_What you are asked to do_
Scan the records below for the line with "pinky dip: (337, 767)" and the line with "index mcp: (276, 237)". Repeat those two lines and every line between them exactly, and nothing else.

(Records from a collection)
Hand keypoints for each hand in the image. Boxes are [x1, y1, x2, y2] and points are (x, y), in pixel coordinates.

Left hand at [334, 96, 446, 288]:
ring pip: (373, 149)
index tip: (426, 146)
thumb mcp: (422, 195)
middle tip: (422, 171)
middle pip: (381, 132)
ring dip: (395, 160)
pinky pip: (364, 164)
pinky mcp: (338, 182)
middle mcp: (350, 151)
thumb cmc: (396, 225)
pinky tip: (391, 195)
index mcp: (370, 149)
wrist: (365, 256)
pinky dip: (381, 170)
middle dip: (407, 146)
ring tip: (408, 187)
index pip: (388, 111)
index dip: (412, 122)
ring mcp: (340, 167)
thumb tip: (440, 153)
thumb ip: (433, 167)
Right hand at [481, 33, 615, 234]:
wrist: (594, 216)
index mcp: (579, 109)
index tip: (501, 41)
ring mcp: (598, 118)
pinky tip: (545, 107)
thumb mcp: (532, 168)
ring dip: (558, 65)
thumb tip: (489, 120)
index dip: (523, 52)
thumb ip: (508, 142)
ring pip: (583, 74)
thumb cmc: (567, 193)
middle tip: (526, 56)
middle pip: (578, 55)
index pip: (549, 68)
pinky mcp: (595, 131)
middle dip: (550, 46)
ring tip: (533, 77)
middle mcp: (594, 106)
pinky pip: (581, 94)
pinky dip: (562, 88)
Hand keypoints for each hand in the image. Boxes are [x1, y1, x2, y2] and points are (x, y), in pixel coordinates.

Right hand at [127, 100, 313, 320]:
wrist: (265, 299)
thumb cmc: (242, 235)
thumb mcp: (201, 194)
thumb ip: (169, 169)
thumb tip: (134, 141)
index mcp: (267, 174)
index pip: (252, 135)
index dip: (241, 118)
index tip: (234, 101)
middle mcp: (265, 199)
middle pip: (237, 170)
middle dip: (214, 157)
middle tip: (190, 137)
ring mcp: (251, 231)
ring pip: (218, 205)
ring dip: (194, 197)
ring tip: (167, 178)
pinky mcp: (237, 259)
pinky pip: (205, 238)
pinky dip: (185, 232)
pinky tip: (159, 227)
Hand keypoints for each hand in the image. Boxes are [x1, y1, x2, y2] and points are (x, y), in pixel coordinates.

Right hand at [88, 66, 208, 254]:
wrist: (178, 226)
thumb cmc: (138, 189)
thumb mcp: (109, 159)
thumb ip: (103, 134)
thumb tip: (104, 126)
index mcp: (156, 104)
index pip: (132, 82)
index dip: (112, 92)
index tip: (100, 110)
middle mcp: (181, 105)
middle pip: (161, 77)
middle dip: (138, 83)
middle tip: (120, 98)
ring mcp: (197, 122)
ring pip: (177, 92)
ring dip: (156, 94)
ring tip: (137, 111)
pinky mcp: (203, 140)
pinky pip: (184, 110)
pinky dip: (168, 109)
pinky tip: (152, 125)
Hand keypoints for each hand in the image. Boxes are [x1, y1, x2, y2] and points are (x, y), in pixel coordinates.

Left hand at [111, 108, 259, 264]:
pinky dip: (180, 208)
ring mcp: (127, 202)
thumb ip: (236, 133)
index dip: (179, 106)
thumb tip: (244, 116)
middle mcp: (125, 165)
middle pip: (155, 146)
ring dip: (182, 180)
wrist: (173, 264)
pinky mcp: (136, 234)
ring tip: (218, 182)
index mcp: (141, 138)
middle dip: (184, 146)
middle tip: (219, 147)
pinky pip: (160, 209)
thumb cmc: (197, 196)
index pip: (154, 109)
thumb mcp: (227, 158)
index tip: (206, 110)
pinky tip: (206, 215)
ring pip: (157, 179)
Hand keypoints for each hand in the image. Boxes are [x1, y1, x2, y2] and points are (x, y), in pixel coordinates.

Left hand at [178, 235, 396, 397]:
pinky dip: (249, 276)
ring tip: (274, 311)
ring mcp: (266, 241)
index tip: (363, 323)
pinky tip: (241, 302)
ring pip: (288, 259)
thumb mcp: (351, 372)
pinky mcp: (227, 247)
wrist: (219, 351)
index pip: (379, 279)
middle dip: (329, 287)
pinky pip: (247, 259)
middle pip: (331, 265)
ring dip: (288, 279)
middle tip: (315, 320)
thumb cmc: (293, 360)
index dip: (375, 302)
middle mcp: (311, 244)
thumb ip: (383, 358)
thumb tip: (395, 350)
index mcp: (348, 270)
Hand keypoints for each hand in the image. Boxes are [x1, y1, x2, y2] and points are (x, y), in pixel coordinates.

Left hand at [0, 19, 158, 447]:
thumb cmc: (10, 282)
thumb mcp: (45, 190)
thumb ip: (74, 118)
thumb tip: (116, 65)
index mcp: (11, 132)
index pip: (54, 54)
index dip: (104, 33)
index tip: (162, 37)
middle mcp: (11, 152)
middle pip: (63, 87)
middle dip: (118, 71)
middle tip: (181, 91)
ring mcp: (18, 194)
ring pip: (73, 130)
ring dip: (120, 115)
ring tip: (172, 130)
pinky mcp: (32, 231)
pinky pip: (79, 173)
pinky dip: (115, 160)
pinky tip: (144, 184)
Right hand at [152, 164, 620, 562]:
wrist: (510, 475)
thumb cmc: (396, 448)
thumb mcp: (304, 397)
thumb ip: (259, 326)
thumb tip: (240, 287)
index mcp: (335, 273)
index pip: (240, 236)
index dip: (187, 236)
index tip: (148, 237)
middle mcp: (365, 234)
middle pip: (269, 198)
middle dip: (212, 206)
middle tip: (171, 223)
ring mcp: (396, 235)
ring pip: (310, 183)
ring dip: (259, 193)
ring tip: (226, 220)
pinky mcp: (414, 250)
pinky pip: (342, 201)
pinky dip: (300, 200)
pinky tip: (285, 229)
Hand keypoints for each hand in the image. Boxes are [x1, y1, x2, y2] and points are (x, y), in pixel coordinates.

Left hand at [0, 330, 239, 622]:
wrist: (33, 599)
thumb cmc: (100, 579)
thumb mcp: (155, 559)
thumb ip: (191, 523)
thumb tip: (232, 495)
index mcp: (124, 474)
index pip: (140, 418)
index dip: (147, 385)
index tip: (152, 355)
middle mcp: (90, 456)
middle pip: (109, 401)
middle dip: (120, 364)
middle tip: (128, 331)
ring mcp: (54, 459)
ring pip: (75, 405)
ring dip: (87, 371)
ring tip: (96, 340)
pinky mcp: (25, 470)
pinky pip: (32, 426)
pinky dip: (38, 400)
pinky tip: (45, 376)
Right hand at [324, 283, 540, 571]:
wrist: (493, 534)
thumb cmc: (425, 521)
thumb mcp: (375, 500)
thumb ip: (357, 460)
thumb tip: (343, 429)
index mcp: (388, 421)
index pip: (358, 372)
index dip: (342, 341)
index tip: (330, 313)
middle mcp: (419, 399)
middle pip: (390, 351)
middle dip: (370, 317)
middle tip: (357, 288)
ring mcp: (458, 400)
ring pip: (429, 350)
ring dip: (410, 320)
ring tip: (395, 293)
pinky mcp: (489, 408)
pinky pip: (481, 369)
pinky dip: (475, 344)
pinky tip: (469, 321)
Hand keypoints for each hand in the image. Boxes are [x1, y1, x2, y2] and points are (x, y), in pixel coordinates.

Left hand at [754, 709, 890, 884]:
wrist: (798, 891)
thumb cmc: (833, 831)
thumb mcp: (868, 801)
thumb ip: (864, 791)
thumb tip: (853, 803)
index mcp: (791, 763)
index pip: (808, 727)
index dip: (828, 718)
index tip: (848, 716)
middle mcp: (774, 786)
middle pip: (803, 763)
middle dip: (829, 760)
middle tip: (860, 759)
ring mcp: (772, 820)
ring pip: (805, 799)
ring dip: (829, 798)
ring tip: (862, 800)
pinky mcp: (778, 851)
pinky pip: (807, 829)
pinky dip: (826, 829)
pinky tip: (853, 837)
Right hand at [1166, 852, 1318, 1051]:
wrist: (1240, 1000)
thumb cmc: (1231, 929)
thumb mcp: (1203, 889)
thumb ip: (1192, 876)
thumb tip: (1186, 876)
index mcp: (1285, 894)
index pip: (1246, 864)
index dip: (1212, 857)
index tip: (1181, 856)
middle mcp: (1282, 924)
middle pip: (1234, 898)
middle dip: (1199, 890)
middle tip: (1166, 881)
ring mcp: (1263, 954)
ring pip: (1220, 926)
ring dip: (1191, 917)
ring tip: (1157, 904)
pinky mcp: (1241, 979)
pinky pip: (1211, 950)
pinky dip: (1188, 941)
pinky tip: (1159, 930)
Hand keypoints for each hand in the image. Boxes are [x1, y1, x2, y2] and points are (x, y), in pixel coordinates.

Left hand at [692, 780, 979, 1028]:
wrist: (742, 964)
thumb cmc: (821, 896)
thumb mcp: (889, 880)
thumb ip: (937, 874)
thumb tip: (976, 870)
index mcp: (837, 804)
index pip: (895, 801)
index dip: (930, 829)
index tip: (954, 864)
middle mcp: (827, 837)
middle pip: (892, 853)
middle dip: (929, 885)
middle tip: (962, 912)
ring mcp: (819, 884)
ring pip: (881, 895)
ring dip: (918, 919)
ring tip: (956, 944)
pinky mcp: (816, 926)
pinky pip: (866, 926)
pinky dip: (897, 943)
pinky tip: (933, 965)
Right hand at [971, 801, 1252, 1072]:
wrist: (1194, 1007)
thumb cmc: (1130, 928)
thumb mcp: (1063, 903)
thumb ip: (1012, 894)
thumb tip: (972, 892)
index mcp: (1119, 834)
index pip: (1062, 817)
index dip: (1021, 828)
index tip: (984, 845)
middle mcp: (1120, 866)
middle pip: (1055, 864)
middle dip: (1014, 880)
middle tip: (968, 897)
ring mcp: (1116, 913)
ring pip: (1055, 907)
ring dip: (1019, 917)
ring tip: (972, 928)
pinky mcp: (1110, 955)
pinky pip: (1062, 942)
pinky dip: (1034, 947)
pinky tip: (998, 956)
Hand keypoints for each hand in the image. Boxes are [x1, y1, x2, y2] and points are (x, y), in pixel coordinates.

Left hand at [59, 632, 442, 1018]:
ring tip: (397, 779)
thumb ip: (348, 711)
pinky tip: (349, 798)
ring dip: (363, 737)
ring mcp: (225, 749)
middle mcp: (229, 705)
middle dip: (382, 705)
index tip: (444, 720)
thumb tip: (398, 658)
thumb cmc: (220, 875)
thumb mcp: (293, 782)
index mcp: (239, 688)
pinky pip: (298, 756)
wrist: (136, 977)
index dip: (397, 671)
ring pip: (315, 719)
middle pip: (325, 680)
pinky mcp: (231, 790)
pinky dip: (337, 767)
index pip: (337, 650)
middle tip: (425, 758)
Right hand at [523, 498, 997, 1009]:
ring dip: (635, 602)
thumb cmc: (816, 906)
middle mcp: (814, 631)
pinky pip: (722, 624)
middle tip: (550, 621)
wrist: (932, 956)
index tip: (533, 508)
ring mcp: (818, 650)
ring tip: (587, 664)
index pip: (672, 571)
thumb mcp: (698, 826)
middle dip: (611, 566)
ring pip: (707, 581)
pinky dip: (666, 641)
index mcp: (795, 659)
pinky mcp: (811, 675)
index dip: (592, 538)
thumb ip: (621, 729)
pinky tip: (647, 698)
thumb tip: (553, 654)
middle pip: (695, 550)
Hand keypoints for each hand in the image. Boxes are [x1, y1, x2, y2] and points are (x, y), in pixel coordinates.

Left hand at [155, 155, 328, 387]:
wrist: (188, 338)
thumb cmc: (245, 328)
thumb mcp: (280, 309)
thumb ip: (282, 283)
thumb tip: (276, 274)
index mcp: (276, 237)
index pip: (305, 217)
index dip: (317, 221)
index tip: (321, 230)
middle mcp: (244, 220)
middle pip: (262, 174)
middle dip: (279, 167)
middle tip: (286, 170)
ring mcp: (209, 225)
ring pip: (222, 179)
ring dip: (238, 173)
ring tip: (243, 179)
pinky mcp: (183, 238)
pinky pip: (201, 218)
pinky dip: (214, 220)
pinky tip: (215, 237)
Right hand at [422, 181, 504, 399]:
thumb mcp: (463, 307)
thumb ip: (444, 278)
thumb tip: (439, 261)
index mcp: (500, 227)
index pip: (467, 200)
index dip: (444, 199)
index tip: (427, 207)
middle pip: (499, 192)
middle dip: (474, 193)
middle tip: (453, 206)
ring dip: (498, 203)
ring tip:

_Task response_
pinky dip: (337, 767)
index pip: (337, 650)
middle tip: (425, 758)
Right hand at [523, 498, 997, 1009]:
ring dip: (635, 602)
thumb cmc: (816, 906)
middle mcp: (814, 631)
pinky pip: (722, 624)
middle tip: (550, 621)
wrist: (932, 956)
index tip: (533, 508)
ring mcp: (818, 650)
ring tip: (587, 664)
index pip: (672, 571)
thumb mcp: (698, 826)
middle dip: (611, 566)
ring pip: (707, 581)
pinky dip: (666, 641)
index mcp: (795, 659)
pinky mcp: (811, 675)
index dip: (592, 538)
thumb ip: (621, 729)
pinky tip: (647, 698)
thumb tip: (553, 654)
middle pip: (695, 550)
Hand keypoints for each hand in the image. Boxes are [x1, y1, x2, y2] and points are (x, y), in pixel coordinates.

Left hand at [155, 155, 328, 387]:
wrist: (188, 338)
thumb cmc: (245, 328)
thumb mcp: (280, 309)
thumb ip: (282, 283)
thumb tip: (276, 274)
index mcp: (276, 237)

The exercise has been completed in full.